HOW TO COMPLETE THIS TASK - Go through the material and copy each line that includes "name".

MATERIAL SHOWN -
####################

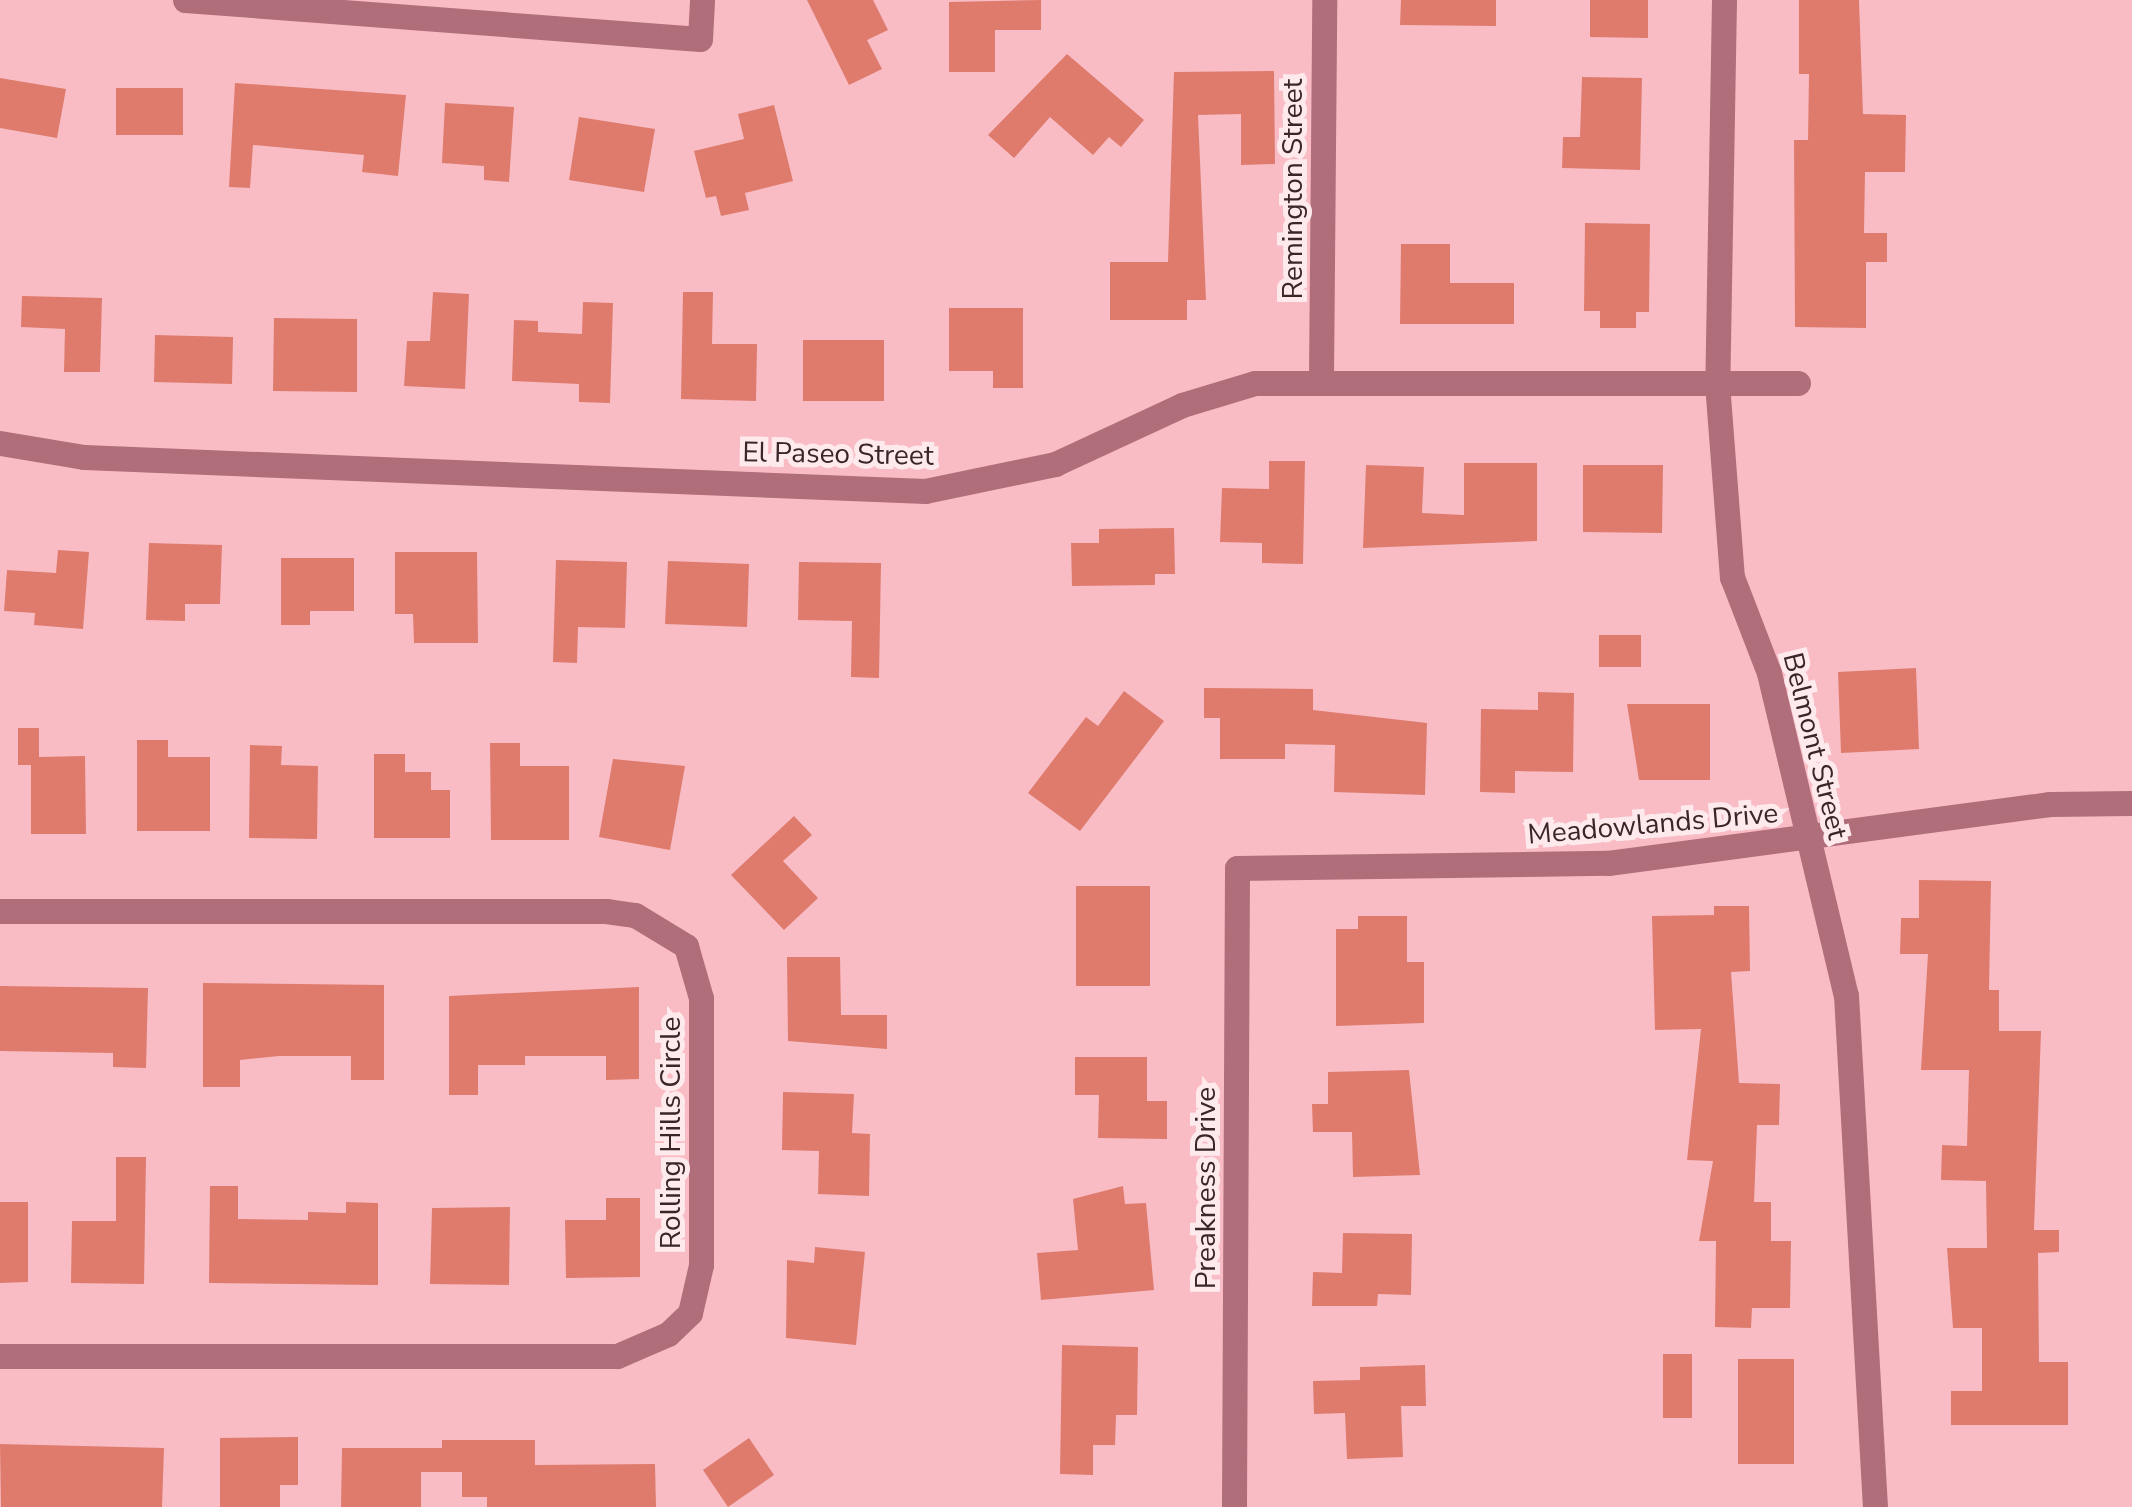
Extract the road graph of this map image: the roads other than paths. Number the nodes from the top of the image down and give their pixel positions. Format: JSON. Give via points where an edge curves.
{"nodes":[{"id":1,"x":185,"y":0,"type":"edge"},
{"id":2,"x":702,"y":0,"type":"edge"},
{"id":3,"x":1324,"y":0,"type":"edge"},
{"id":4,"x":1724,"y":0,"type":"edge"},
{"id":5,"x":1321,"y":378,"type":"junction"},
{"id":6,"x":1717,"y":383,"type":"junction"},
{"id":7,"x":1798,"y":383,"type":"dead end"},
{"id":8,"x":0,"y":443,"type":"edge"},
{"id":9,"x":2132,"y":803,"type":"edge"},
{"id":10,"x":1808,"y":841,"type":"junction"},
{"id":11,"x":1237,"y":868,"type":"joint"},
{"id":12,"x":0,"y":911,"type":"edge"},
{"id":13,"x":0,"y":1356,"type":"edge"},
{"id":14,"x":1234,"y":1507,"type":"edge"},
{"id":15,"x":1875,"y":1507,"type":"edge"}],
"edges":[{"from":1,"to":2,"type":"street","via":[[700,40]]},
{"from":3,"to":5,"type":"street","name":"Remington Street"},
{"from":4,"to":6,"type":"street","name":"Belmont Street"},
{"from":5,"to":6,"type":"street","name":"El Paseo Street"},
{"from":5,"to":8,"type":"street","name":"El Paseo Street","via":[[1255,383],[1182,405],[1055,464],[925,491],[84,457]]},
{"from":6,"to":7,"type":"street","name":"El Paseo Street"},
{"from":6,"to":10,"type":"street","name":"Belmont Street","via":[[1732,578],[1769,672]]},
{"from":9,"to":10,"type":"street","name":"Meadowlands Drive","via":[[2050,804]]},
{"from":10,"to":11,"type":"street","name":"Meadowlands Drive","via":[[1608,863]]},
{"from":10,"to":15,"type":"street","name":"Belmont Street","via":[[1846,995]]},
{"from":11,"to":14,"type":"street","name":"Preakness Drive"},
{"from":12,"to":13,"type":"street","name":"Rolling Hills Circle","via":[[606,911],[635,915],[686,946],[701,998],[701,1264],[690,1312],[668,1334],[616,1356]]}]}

####################

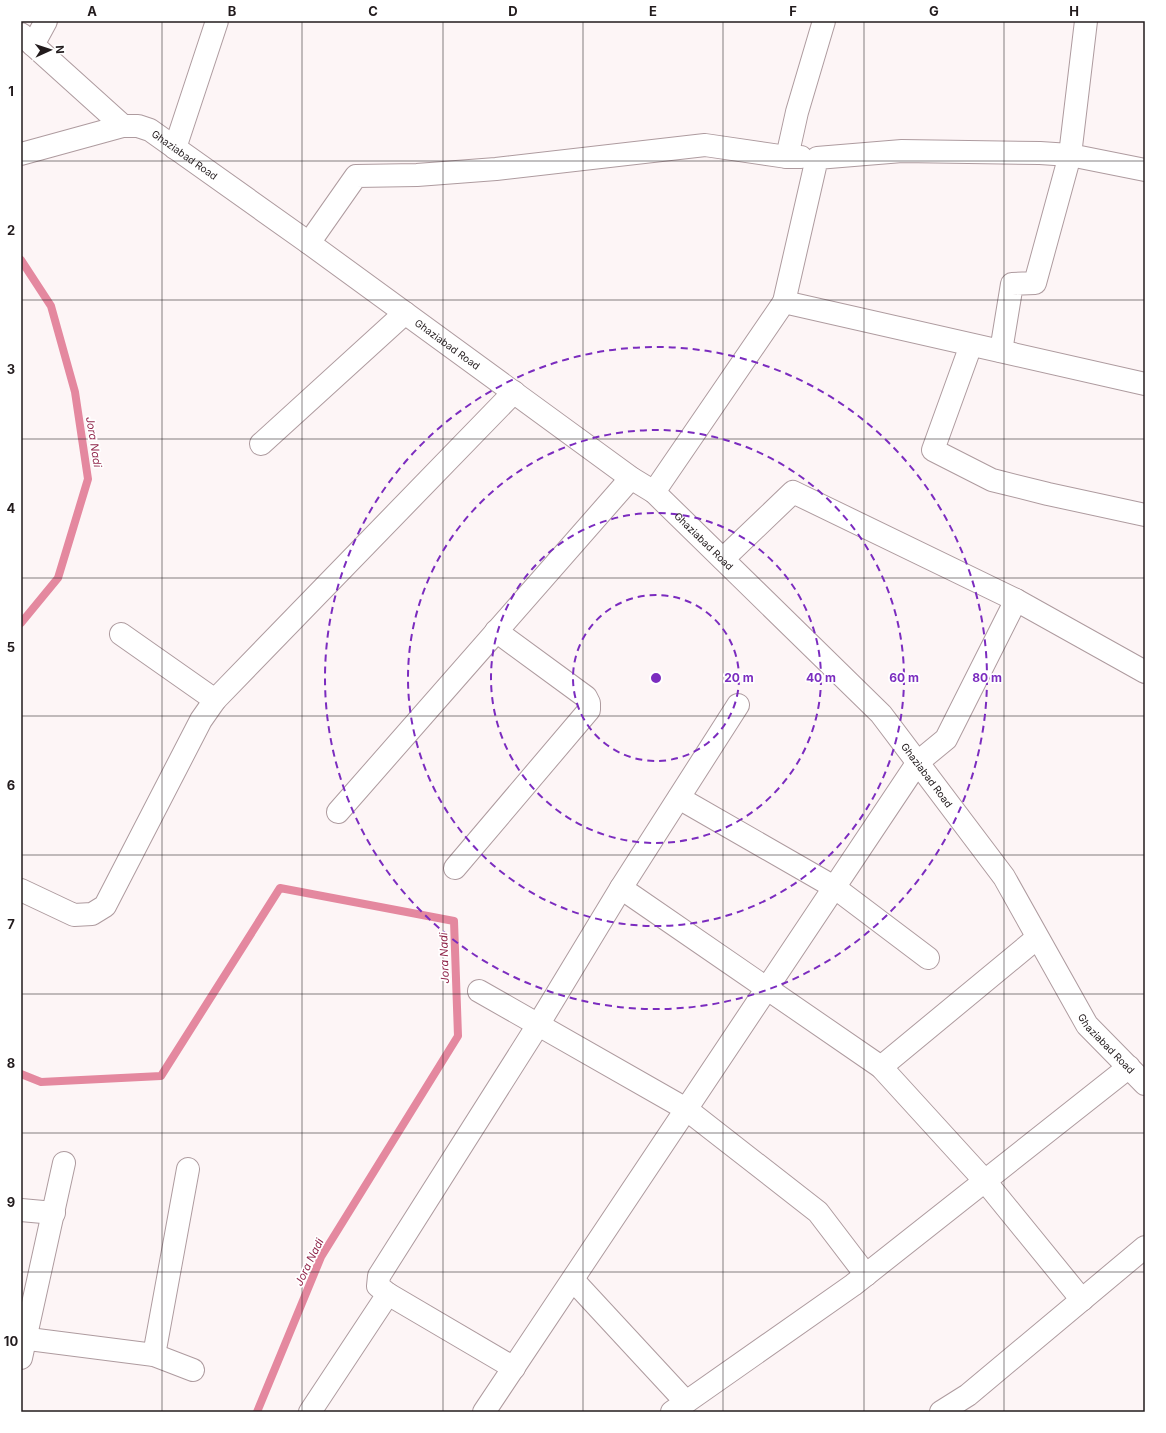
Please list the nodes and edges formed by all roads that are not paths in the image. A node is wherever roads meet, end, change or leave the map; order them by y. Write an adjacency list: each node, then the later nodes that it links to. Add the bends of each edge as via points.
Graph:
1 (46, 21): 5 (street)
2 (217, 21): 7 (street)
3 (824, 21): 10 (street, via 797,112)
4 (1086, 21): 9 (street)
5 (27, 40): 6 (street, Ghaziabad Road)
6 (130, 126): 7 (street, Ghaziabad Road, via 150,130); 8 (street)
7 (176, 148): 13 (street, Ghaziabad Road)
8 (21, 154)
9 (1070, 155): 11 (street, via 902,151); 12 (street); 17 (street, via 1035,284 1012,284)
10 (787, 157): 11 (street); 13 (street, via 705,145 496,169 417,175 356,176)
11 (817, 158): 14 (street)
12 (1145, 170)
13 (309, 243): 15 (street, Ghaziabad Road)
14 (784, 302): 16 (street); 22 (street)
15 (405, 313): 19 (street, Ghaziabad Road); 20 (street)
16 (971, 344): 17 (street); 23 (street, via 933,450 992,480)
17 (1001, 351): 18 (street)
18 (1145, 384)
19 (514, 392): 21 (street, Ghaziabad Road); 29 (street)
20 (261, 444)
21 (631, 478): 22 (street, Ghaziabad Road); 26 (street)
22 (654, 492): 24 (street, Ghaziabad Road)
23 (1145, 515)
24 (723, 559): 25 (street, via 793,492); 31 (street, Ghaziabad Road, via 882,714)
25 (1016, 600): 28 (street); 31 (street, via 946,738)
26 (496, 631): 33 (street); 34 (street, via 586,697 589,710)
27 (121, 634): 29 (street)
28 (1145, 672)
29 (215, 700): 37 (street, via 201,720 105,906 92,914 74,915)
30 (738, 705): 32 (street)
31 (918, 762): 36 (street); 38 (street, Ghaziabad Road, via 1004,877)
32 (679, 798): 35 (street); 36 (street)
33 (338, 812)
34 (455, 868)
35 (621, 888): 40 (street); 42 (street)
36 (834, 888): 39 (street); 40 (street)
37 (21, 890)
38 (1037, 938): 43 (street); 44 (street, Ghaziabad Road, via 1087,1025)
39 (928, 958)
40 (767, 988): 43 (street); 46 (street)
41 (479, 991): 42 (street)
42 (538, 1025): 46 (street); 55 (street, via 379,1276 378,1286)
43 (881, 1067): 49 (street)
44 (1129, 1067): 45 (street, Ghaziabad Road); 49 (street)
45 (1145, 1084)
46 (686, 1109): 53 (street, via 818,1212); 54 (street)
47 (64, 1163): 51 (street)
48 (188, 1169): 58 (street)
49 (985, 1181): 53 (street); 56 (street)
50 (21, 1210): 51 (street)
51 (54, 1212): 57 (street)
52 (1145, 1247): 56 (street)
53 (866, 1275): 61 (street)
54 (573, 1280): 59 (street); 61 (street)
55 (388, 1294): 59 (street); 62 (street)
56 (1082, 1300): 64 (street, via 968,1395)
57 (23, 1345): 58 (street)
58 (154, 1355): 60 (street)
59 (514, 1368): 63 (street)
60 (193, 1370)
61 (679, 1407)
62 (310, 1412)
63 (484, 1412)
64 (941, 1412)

####################

TASK ANSWER -
{"from":3,"to":5,"type":"street","name":"Remington Street"},
{"from":4,"to":6,"type":"street","name":"Belmont Street"},
{"from":5,"to":6,"type":"street","name":"El Paseo Street"},
{"from":5,"to":8,"type":"street","name":"El Paseo Street","via":[[1255,383],[1182,405],[1055,464],[925,491],[84,457]]},
{"from":6,"to":7,"type":"street","name":"El Paseo Street"},
{"from":6,"to":10,"type":"street","name":"Belmont Street","via":[[1732,578],[1769,672]]},
{"from":9,"to":10,"type":"street","name":"Meadowlands Drive","via":[[2050,804]]},
{"from":10,"to":11,"type":"street","name":"Meadowlands Drive","via":[[1608,863]]},
{"from":10,"to":15,"type":"street","name":"Belmont Street","via":[[1846,995]]},
{"from":11,"to":14,"type":"street","name":"Preakness Drive"},
{"from":12,"to":13,"type":"street","name":"Rolling Hills Circle","via":[[606,911],[635,915],[686,946],[701,998],[701,1264],[690,1312],[668,1334],[616,1356]]}]}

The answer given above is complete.